Print the listing below again, exactly. Skip the pictures.

^^^^^^^^^^^^^^^^

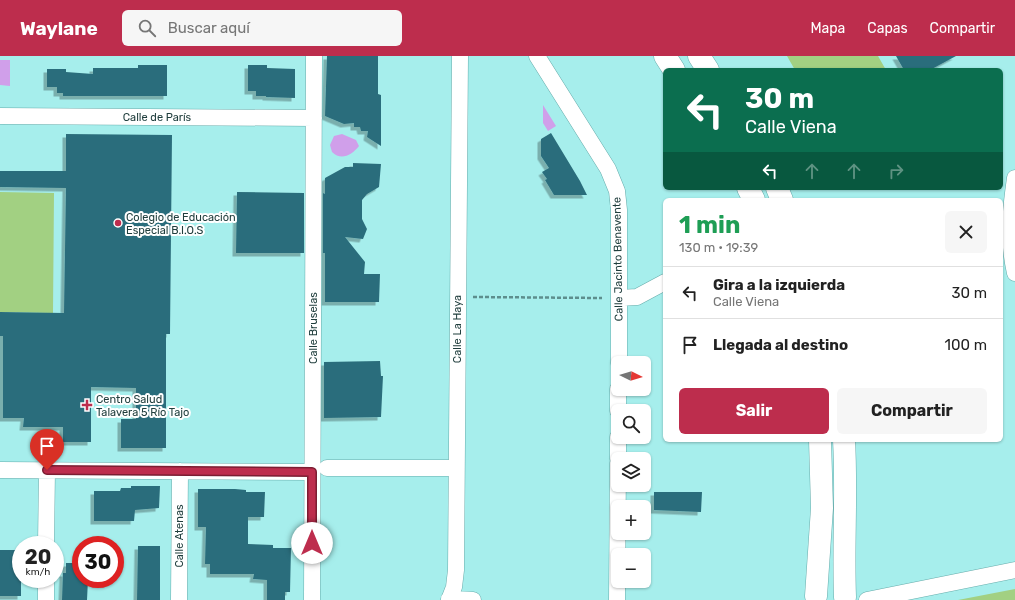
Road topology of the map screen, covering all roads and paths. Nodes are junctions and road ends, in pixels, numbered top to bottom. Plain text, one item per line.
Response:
1 (314, 56) edge
2 (460, 56) edge
3 (537, 56) edge
4 (665, 56) edge
5 (699, 56) edge
6 (673, 68) edge
7 (707, 68) edge
8 (0, 116) edge
9 (314, 118) junction
10 (1015, 178) edge
11 (1013, 200) edge
12 (1015, 273) edge
13 (663, 283) edge
14 (470, 297) dead end
15 (619, 298) junction
16 (618, 356) edge
17 (820, 442) edge
18 (844, 442) edge
19 (456, 468) junction
20 (0, 470) edge
21 (47, 470) junction
22 (319, 470) junction
23 (180, 471) junction
24 (618, 492) edge
25 (46, 536) edge
26 (1015, 570) edge
27 (46, 588) edge
28 (811, 598) edge
29 (849, 598) edge
30 (46, 600) edge
31 (179, 600) edge
32 (312, 600) edge
33 (449, 600) edge
34 (473, 600) edge
35 (617, 600) edge
36 (866, 600) edge

1 - 9 street, Calle Bruselas
2 - 19 street, Calle La Haya
3 - 15 street, Calle Jacinto Benavente
4 - 6 street
5 - 7 street
8 - 9 street, Calle de París
9 - 22 street, Calle Bruselas
10 - 11 street
11 - 12 street
13 - 15 street
14 - 15 path
15 - 16 street, Calle Jacinto Benavente
17 - 28 street
18 - 29 street
19 - 22 street
19 - 33 street, Calle La Haya
20 - 21 street
21 - 23 street
21 - 25 street
22 - 23 street
22 - 32 street, Calle Bruselas
23 - 31 street, Calle Atenas
24 - 35 street
26 - 36 street
27 - 30 street
28 - 29 street
33 - 34 street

^^^^^^^^^^^^^^^^

**SOLUTION TO THIS EXERCISE**.
Road topology of the map screen, covering all roads and paths. Nodes are junctions and road ends, in pixels, numbered top to bottom. Plain text, one item per line.
Response:
1 (314, 56) edge
2 (460, 56) edge
3 (537, 56) edge
4 (665, 56) edge
5 (699, 56) edge
6 (673, 68) edge
7 (707, 68) edge
8 (0, 116) edge
9 (314, 118) junction
10 (1015, 178) edge
11 (1013, 200) edge
12 (1015, 273) edge
13 (663, 283) edge
14 (470, 297) dead end
15 (619, 298) junction
16 (618, 356) edge
17 (820, 442) edge
18 (844, 442) edge
19 (456, 468) junction
20 (0, 470) edge
21 (47, 470) junction
22 (319, 470) junction
23 (180, 471) junction
24 (618, 492) edge
25 (46, 536) edge
26 (1015, 570) edge
27 (46, 588) edge
28 (811, 598) edge
29 (849, 598) edge
30 (46, 600) edge
31 (179, 600) edge
32 (312, 600) edge
33 (449, 600) edge
34 (473, 600) edge
35 (617, 600) edge
36 (866, 600) edge

1 - 9 street, Calle Bruselas
2 - 19 street, Calle La Haya
3 - 15 street, Calle Jacinto Benavente
4 - 6 street
5 - 7 street
8 - 9 street, Calle de París
9 - 22 street, Calle Bruselas
10 - 11 street
11 - 12 street
13 - 15 street
14 - 15 path
15 - 16 street, Calle Jacinto Benavente
17 - 28 street
18 - 29 street
19 - 22 street
19 - 33 street, Calle La Haya
20 - 21 street
21 - 23 street
21 - 25 street
22 - 23 street
22 - 32 street, Calle Bruselas
23 - 31 street, Calle Atenas
24 - 35 street
26 - 36 street
27 - 30 street
28 - 29 street
33 - 34 street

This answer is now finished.